# [Activity]
Look for the string "Beall" in the data below, and copy each line that holds it.

# [Exercise materials]
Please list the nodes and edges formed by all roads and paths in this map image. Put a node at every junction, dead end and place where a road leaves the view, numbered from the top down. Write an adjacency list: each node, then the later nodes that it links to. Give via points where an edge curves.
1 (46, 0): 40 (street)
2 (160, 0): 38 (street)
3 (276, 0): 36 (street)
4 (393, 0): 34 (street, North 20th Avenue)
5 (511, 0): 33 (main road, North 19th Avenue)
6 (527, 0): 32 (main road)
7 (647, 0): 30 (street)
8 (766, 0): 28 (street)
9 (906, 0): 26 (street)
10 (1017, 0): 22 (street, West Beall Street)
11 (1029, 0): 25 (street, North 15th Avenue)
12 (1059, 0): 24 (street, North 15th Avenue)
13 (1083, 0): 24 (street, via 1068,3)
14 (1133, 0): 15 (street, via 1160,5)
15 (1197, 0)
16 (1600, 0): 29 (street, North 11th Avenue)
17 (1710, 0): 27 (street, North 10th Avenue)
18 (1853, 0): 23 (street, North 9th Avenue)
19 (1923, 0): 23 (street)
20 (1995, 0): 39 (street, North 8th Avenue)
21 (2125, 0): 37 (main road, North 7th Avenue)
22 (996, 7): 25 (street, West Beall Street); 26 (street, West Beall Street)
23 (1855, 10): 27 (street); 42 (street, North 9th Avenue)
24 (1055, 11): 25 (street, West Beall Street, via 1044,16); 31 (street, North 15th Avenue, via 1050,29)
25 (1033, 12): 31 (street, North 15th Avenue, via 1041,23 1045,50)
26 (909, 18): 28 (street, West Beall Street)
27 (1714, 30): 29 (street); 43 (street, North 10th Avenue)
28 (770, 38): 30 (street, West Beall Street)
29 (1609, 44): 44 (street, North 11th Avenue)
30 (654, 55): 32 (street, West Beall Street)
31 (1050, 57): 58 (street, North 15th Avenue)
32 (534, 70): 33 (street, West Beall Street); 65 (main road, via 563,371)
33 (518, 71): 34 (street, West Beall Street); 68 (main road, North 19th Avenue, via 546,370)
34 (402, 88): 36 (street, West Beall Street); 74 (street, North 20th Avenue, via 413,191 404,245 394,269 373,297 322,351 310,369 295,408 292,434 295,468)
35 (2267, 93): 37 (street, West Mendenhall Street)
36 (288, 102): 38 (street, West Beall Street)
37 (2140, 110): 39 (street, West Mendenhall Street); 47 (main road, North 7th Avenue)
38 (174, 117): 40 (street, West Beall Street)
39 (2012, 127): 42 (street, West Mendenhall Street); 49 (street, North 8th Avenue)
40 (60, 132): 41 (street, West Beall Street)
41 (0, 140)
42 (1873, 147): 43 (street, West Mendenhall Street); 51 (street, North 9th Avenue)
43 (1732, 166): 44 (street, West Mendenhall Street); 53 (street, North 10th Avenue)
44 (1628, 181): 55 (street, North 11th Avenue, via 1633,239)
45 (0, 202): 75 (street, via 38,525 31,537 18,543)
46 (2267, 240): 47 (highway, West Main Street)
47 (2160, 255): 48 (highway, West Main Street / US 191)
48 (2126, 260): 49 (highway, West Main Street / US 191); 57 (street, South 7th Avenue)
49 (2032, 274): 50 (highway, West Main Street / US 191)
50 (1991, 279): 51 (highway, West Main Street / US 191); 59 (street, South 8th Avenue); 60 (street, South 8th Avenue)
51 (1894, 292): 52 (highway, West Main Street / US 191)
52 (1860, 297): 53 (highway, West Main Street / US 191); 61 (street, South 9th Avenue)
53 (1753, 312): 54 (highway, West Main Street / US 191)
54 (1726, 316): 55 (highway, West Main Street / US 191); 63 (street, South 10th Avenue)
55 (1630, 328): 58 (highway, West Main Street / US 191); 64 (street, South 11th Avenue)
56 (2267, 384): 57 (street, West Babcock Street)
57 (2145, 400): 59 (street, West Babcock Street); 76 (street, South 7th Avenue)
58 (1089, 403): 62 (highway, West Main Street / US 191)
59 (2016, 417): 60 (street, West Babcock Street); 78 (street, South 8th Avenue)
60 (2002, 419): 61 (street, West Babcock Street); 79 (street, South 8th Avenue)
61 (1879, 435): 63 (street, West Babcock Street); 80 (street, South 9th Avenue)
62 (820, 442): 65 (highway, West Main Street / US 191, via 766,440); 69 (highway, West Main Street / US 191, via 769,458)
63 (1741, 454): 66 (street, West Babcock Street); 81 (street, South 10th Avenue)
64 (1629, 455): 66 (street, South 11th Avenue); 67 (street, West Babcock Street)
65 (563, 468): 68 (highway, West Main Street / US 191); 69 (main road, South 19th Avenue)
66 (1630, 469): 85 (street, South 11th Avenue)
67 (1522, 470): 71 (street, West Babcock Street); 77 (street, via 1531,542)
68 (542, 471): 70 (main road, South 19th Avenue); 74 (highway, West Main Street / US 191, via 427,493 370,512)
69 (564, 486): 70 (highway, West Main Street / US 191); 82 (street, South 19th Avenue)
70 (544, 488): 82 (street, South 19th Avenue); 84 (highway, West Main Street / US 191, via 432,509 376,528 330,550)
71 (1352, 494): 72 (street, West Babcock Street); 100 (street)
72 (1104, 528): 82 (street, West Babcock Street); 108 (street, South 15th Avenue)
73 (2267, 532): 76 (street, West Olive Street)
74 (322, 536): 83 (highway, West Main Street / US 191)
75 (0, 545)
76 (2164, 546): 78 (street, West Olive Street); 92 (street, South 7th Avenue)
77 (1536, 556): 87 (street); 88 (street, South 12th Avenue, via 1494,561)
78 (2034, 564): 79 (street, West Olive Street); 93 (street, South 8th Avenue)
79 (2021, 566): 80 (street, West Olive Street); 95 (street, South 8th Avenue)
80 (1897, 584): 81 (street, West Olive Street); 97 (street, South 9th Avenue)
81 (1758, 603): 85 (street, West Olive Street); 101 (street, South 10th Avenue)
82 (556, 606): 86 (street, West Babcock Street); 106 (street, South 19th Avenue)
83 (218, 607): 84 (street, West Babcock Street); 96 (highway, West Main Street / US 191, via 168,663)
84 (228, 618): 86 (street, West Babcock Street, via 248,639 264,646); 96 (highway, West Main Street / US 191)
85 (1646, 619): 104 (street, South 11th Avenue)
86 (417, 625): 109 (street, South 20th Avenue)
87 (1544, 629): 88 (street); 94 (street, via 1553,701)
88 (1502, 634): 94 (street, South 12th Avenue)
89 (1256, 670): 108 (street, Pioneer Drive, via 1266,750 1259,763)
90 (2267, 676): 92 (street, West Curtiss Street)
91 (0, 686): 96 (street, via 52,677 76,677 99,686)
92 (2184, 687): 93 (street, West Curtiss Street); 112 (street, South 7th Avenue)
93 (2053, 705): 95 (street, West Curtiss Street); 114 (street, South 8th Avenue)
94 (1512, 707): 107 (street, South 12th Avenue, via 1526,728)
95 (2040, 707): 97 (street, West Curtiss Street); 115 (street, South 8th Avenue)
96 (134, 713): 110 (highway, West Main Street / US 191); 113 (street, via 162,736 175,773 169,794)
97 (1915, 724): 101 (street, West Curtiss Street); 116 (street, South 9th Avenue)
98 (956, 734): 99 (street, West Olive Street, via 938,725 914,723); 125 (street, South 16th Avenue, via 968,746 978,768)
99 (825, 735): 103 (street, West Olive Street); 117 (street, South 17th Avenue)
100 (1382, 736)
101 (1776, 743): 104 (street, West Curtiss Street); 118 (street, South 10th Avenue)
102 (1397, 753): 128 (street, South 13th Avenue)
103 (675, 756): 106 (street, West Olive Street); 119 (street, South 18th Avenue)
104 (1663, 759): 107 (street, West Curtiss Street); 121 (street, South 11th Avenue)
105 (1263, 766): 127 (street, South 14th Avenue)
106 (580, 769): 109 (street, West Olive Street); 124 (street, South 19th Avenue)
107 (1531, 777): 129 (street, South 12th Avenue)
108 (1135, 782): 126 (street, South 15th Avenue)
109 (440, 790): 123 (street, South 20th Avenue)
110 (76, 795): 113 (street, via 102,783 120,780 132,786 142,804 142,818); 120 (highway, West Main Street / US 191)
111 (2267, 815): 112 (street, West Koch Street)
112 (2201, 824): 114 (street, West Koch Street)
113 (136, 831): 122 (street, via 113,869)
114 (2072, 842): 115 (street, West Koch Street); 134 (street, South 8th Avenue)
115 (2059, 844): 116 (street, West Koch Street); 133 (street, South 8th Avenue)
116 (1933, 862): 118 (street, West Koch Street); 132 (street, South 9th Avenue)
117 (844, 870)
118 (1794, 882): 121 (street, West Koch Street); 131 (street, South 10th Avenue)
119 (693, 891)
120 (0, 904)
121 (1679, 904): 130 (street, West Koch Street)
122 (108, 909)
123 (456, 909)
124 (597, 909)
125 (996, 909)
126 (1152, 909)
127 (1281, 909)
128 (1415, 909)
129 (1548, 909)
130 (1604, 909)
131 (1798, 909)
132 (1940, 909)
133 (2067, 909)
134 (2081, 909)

# [Your solution]
10 (1017, 0): 22 (street, West Beall Street)
22 (996, 7): 25 (street, West Beall Street); 26 (street, West Beall Street)
24 (1055, 11): 25 (street, West Beall Street, via 1044,16); 31 (street, North 15th Avenue, via 1050,29)
26 (909, 18): 28 (street, West Beall Street)
28 (770, 38): 30 (street, West Beall Street)
30 (654, 55): 32 (street, West Beall Street)
32 (534, 70): 33 (street, West Beall Street); 65 (main road, via 563,371)
33 (518, 71): 34 (street, West Beall Street); 68 (main road, North 19th Avenue, via 546,370)
34 (402, 88): 36 (street, West Beall Street); 74 (street, North 20th Avenue, via 413,191 404,245 394,269 373,297 322,351 310,369 295,408 292,434 295,468)
36 (288, 102): 38 (street, West Beall Street)
38 (174, 117): 40 (street, West Beall Street)
40 (60, 132): 41 (street, West Beall Street)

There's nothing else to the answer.